Tough times as an indie author

It's the start of a new year and I'm unsure what happens next in my life. It's almost exactly a year since I published my first novel. I wish it had sold more.

It's not a groundbreaking story of triumph over adversity, nor a shagfest - although there is gay sex, woohoo - but I'm told by everyone who has read it that it resonated with them, made them feel good, took them back to their own experiences.

If I had a publisher and agent, maybe it would be different. But I just wish that indie authors like me could be given the same kind of exposure as the publisher/agent route.

The problem is that this is now my livelihood.
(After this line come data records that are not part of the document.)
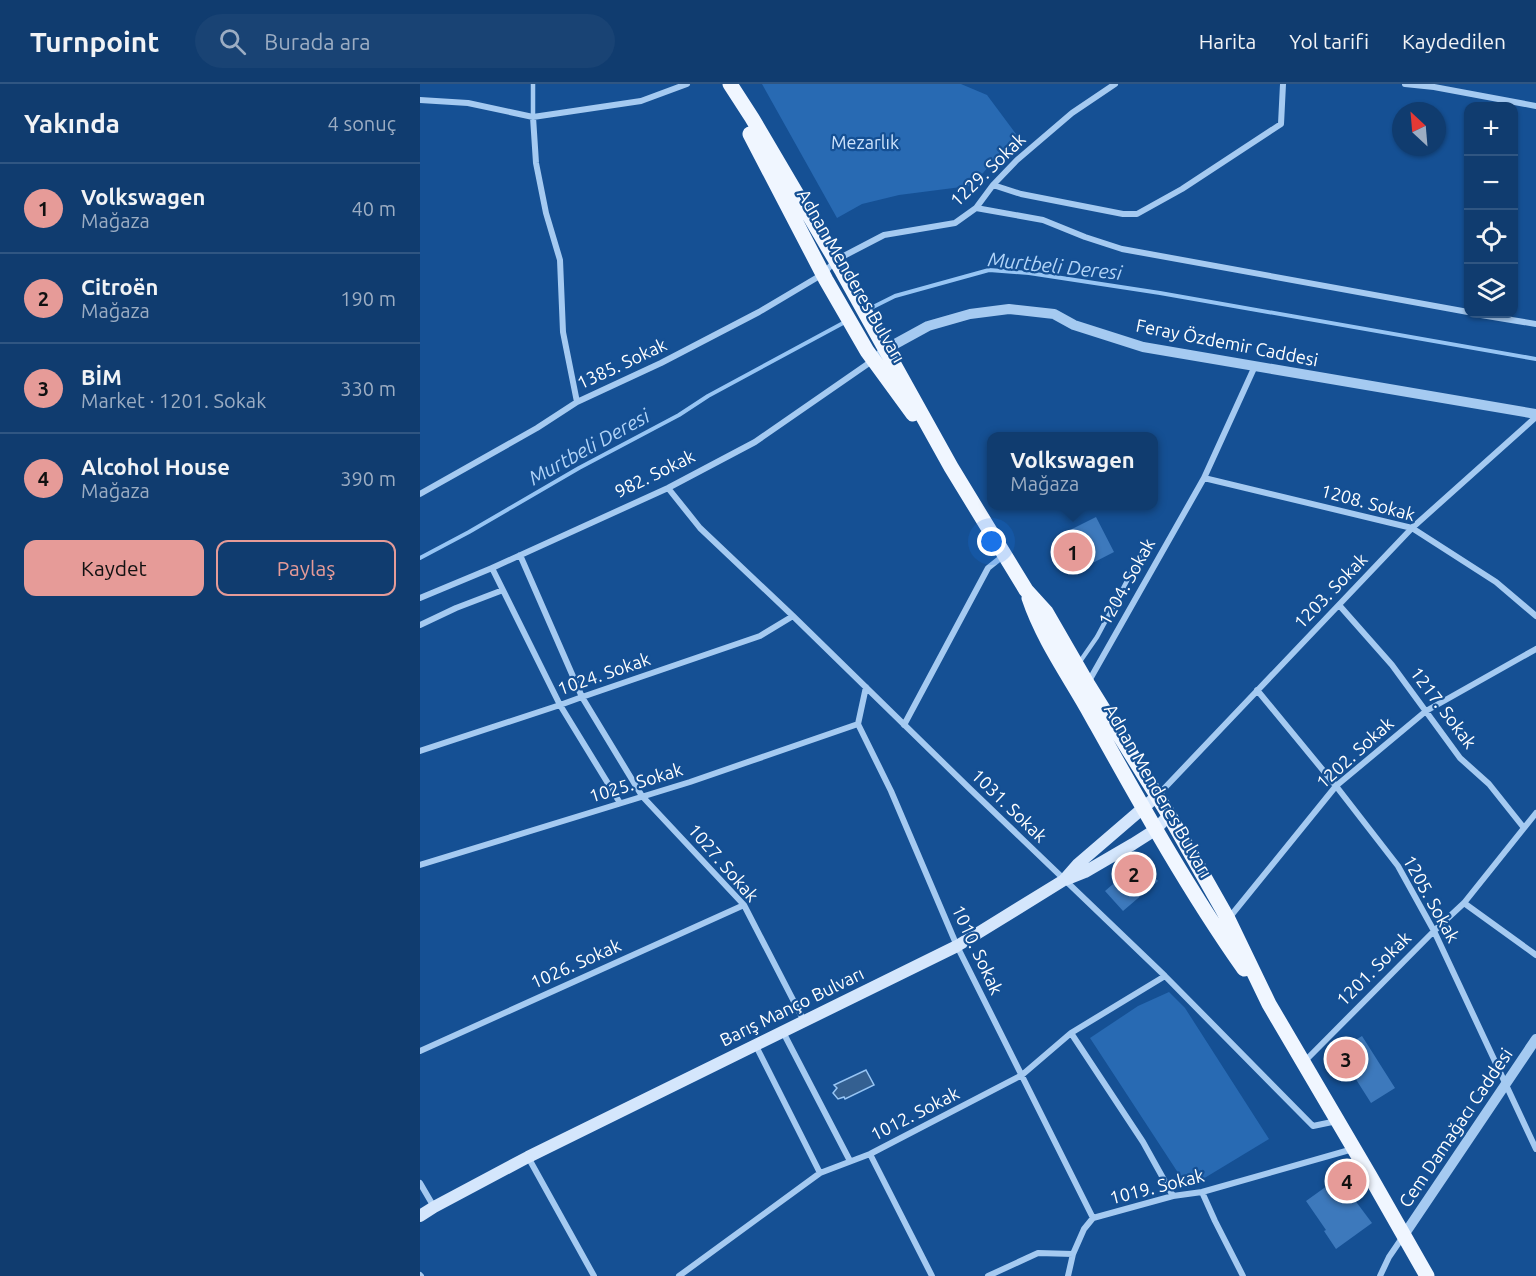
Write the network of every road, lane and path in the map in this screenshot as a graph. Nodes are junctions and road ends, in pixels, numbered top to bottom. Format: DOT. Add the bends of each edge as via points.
graph roads {
  1 [pos="533,84"];
  2 [pos="687,84"];
  3 [pos="1115,84"];
  4 [pos="1283,84"];
  5 [pos="1405,84"];
  6 [pos="733,89"];
  7 [pos="420,100"];
  8 [pos="1536,106"];
  9 [pos="533,117"];
  10 [pos="993,185"];
  11 [pos="976,208"];
  12 [pos="839,265"];
  13 [pos="825,277"];
  14 [pos="1464,311"];
  15 [pos="1499,318"];
  16 [pos="1536,324"];
  17 [pos="883,344"];
  18 [pos="871,355"];
  19 [pos="1255,366"];
  20 [pos="577,402"];
  21 [pos="1536,416"];
  22 [pos="951,466"];
  23 [pos="1204,478"];
  24 [pos="668,488"];
  25 [pos="420,494"];
  26 [pos="1412,528"];
  27 [pos="1143,551"];
  28 [pos="520,555"];
  29 [pos="1005,555"];
  30 [pos="492,568"];
  31 [pos="503,590"];
  32 [pos="1026,590"];
  33 [pos="420,598"];
  34 [pos="1339,605"];
  35 [pos="793,616"];
  36 [pos="1536,616"];
  37 [pos="420,625"];
  38 [pos="1536,649"];
  39 [pos="1077,665"];
  40 [pos="1088,683"];
  41 [pos="866,687"];
  42 [pos="1257,690"];
  43 [pos="582,697"];
  44 [pos="560,705"];
  45 [pos="1426,711"];
  46 [pos="858,724"];
  47 [pos="904,725"];
  48 [pos="420,751"];
  49 [pos="1336,786"];
  50 [pos="642,796"];
  51 [pos="1157,796"];
  52 [pos="620,803"];
  53 [pos="1143,810"];
  54 [pos="1536,813"];
  55 [pos="1169,815"];
  56 [pos="1524,828"];
  57 [pos="1155,830"];
  58 [pos="420,865"];
  59 [pos="1064,880"];
  60 [pos="1464,903"];
  61 [pos="744,904"];
  62 [pos="1228,919"];
  63 [pos="1434,931"];
  64 [pos="957,946"];
  65 [pos="1536,955"];
  66 [pos="1165,976"];
  67 [pos="1269,1004"];
  68 [pos="804,1021"];
  69 [pos="783,1032"];
  70 [pos="1071,1033"];
  71 [pos="1536,1039"];
  72 [pos="756,1046"];
  73 [pos="420,1051"];
  74 [pos="1302,1063"];
  75 [pos="1022,1075"];
  76 [pos="1506,1084"];
  77 [pos="1337,1121"];
  78 [pos="1354,1149"];
  79 [pos="1536,1149"];
  80 [pos="870,1154"];
  81 [pos="528,1157"];
  82 [pos="850,1161"];
  83 [pos="820,1173"];
  84 [pos="420,1183"];
  85 [pos="1202,1191"];
  86 [pos="422,1192"];
  87 [pos="1173,1196"];
  88 [pos="434,1207"];
  89 [pos="420,1216"];
  90 [pos="1093,1218"];
  91 [pos="1404,1234"];
  92 [pos="1073,1254"];
  93 [pos="594,1276"];
  94 [pos="678,1276"];
  95 [pos="932,1276"];
  96 [pos="988,1276"];
  97 [pos="1068,1276"];
  98 [pos="1243,1276"];
  99 [pos="1380,1276"];
  100 [pos="1427,1276"];
  1 -- 9 [label="lane"];
  2 -- 9 [label="street" via="641,101"];
  3 -- 10 [label="street, 1229. Sokak" via="1072,113"];
  4 -- 10 [label="street" via="1281,124 1137,214 1021,194"];
  5 -- 8 [label="street"];
  6 -- 12 [label="main road, Adnan Menderes Bulvarı"];
  6 -- 13 [label="main road, Adnan Menderes Bulvarı" via="744,122"];
  7 -- 9 [label="street" via="468,104"];
  9 -- 20 [label="street" via="536,163 560,260 563,332"];
  10 -- 11 [label="street, 1229. Sokak"];
  11 -- 12 [label="street, 1229. Sokak" via="955,223 884,235"];
  11 -- 14 [label="street" via="1043,220 1122,249"];
  12 -- 13 [label="street, 1385. Sokak"];
  12 -- 17 [label="main road, Adnan Menderes Bulvarı"];
  13 -- 18 [label="main road, Adnan Menderes Bulvarı"];
  13 -- 20 [label="street, 1385. Sokak"];
  15 -- 16 [label="street"];
  17 -- 18 [label="street, 982. Sokak"];
  17 -- 19 [label="street, Feray Özdemir Caddesi" via="970,314 1009,309 1054,314 1074,325 1143,347"];
  17 -- 22 [label="main road, Adnan Menderes Bulvarı"];
  18 -- 22 [label="main road, Adnan Menderes Bulvarı"];
  18 -- 24 [label="street, 982. Sokak" via="755,442"];
  19 -- 21 [label="street, Feray Özdemir Caddesi"];
  19 -- 23 [label="street, 1204. Sokak"];
  20 -- 25 [label="street, 1385. Sokak"];
  21 -- 26 [label="street, 1203. Sokak"];
  22 -- 29 [label="main road, Adnan Menderes Bulvarı"];
  23 -- 26 [label="street, 1208. Sokak"];
  23 -- 40 [label="street, 1204. Sokak"];
  24 -- 28 [label="street, 982. Sokak"];
  24 -- 35 [label="street, 1031. Sokak" via="700,528"];
  26 -- 34 [label="street, 1203. Sokak"];
  26 -- 36 [label="street, 1208. Sokak" via="1496,582"];
  27 -- 39 [label="lane" via="1097,637"];
  28 -- 30 [label="street, 982. Sokak"];
  28 -- 43 [label="street, 1027. Sokak"];
  29 -- 32 [label="main road, Adnan Menderes Bulvarı"];
  29 -- 47 [label="street" via="988,568"];
  30 -- 31 [label="street"];
  30 -- 33 [label="street, 982. Sokak"];
  31 -- 37 [label="street"];
  31 -- 44 [label="street"];
  32 -- 39 [label="main road, Adnan Menderes Bulvarı" via="1046,612"];
  32 -- 53 [label="main road, Adnan Menderes Bulvarı" via="1036,618"];
  34 -- 42 [label="street, 1203. Sokak"];
  34 -- 45 [label="street, 1217. Sokak"];
  35 -- 41 [label="street, 1031. Sokak"];
  35 -- 43 [label="street, 1024. Sokak" via="760,636"];
  38 -- 45 [label="street, 1202. Sokak"];
  39 -- 40 [label="main road, Adnan Menderes Bulvarı"];
  40 -- 51 [label="main road, Adnan Menderes Bulvarı"];
  41 -- 46 [label="street"];
  41 -- 47 [label="street, 1031. Sokak"];
  42 -- 49 [label="street, 1205. Sokak"];
  42 -- 51 [label="street, 1203. Sokak"];
  43 -- 44 [label="street, 1024. Sokak"];
  43 -- 50 [label="street, 1027. Sokak"];
  44 -- 48 [label="street, 1024. Sokak"];
  44 -- 52 [label="street"];
  45 -- 49 [label="street, 1202. Sokak"];
  45 -- 56 [label="street, 1217. Sokak" via="1460,758 1489,784"];
  46 -- 50 [label="street, 1025. Sokak"];
  46 -- 64 [label="street, 1010. Sokak"];
  47 -- 59 [label="street, 1031. Sokak"];
  49 -- 62 [label="street, 1202. Sokak"];
  49 -- 63 [label="street, 1205. Sokak" via="1398,866"];
  50 -- 52 [label="street, 1025. Sokak"];
  50 -- 61 [label="street, 1027. Sokak"];
  51 -- 53 [label="main road, Barış Manço Bulvarı"];
  51 -- 55 [label="main road, Adnan Menderes Bulvarı"];
  52 -- 58 [label="street, 1025. Sokak"];
  53 -- 57 [label="main road, Adnan Menderes Bulvarı"];
  53 -- 59 [label="main road, Barış Manço Bulvarı"];
  54 -- 56 [label="street, 1201. Sokak"];
  55 -- 57 [label="main road"];
  55 -- 62 [label="main road, Adnan Menderes Bulvarı"];
  56 -- 60 [label="street, 1201. Sokak"];
  57 -- 59 [label="main road" via="1085,872"];
  57 -- 67 [label="main road, Adnan Menderes Bulvarı" via="1215,928"];
  59 -- 64 [label="main road, Barış Manço Bulvarı"];
  59 -- 66 [label="street, 1031. Sokak"];
  60 -- 63 [label="street, 1201. Sokak"];
  60 -- 65 [label="street"];
  61 -- 68 [label="street, 1027. Sokak"];
  61 -- 73 [label="street, 1026. Sokak"];
  62 -- 67 [label="main road, Adnan Menderes Bulvarı"];
  63 -- 74 [label="street, 1201. Sokak"];
  63 -- 76 [label="street, 1205. Sokak"];
  64 -- 68 [label="main road, Barış Manço Bulvarı"];
  64 -- 75 [label="street, 1010. Sokak"];
  66 -- 70 [label="street, 1012. Sokak"];
  66 -- 77 [label="street, 1031. Sokak" via="1313,1126"];
  67 -- 74 [label="main road, Adnan Menderes Bulvarı"];
  68 -- 69 [label="main road, Barış Manço Bulvarı"];
  69 -- 72 [label="main road, Barış Manço Bulvarı"];
  69 -- 82 [label="street"];
  70 -- 75 [label="street, 1012. Sokak"];
  70 -- 87 [label="street" via="1143,1142"];
  71 -- 76 [label="street, Cem Damağacı Caddesi"];
  72 -- 81 [label="main road, Barış Manço Bulvarı"];
  72 -- 83 [label="street"];
  74 -- 77 [label="main road, Adnan Menderes Bulvarı"];
  75 -- 80 [label="street, 1012. Sokak"];
  75 -- 90 [label="street, 1010. Sokak"];
  76 -- 79 [label="street, 1205. Sokak"];
  76 -- 91 [label="street, Cem Damağacı Caddesi"];
  77 -- 78 [label="main road, Adnan Menderes Bulvarı"];
  78 -- 85 [label="street, 1019. Sokak"];
  78 -- 91 [label="main road, Adnan Menderes Bulvarı"];
  80 -- 82 [label="street, 1012. Sokak"];
  80 -- 95 [label="street"];
  81 -- 88 [label="main road, Barış Manço Bulvarı"];
  81 -- 93 [label="street"];
  82 -- 83 [label="street, 1012. Sokak"];
  83 -- 94 [label="street, 1012. Sokak"];
  84 -- 86 [label="street"];
  85 -- 87 [label="street, 1019. Sokak"];
  85 -- 98 [label="street"];
  86 -- 88 [label="street"];
  87 -- 90 [label="street, 1019. Sokak"];
  88 -- 89 [label="main road, Barış Manço Bulvarı"];
  90 -- 92 [label="street, 1019. Sokak" via="1084,1228"];
  91 -- 99 [label="street"];
  91 -- 100 [label="main road, Adnan Menderes Bulvarı"];
  92 -- 96 [label="street" via="1038,1253"];
  92 -- 97 [label="street"];
}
Yet, because I'm totally unknown, it's really hard to get the word out. Although, I'm super grateful to the 19 people worldwide who bought my little story in December, and I really hope they enjoy it.

Of course the awful truth is that this kind of income meant that Christmas was tough for this writer. Poverty is horrible. And even though I published the book I've also tried to find a job to pay the mortgage, bills, etc.

Sadly, despite 25 years experience as a journalist, I can't even get an interview. I've got loads of experience and I work hard, but with the cold months ahead, it's not looking good. I quietly think that maybe people see my CV and think I'm too old. But of course no recruiter is allowed to say that. I feel that ageism is the hardest kind of discrimination to claim.

So here's my request to the universe - I wrote something that people seem to like, so I would love, no
I need, your help to find a way to get more people looking at it and buying it and maybe save me, too? Or at least help me earn enough to focus on more books.

When times are tough, like now, I try to be strong, but it's lonely here, unable to find enough income, unable to get even one well connected Twitter person to recommend my efforts as a read. It really matters. I dream that even just one 'important' person likes my story and then says so.

I'm not battling an anxiety illness. I consider myself fortunate that I don't have any debilitating depression - at least not yet - but I'm really beginning to struggle and sure could do with a lift, if anyone is able to give that to a complete stranger. Just a normal, gay guy, trying to survive.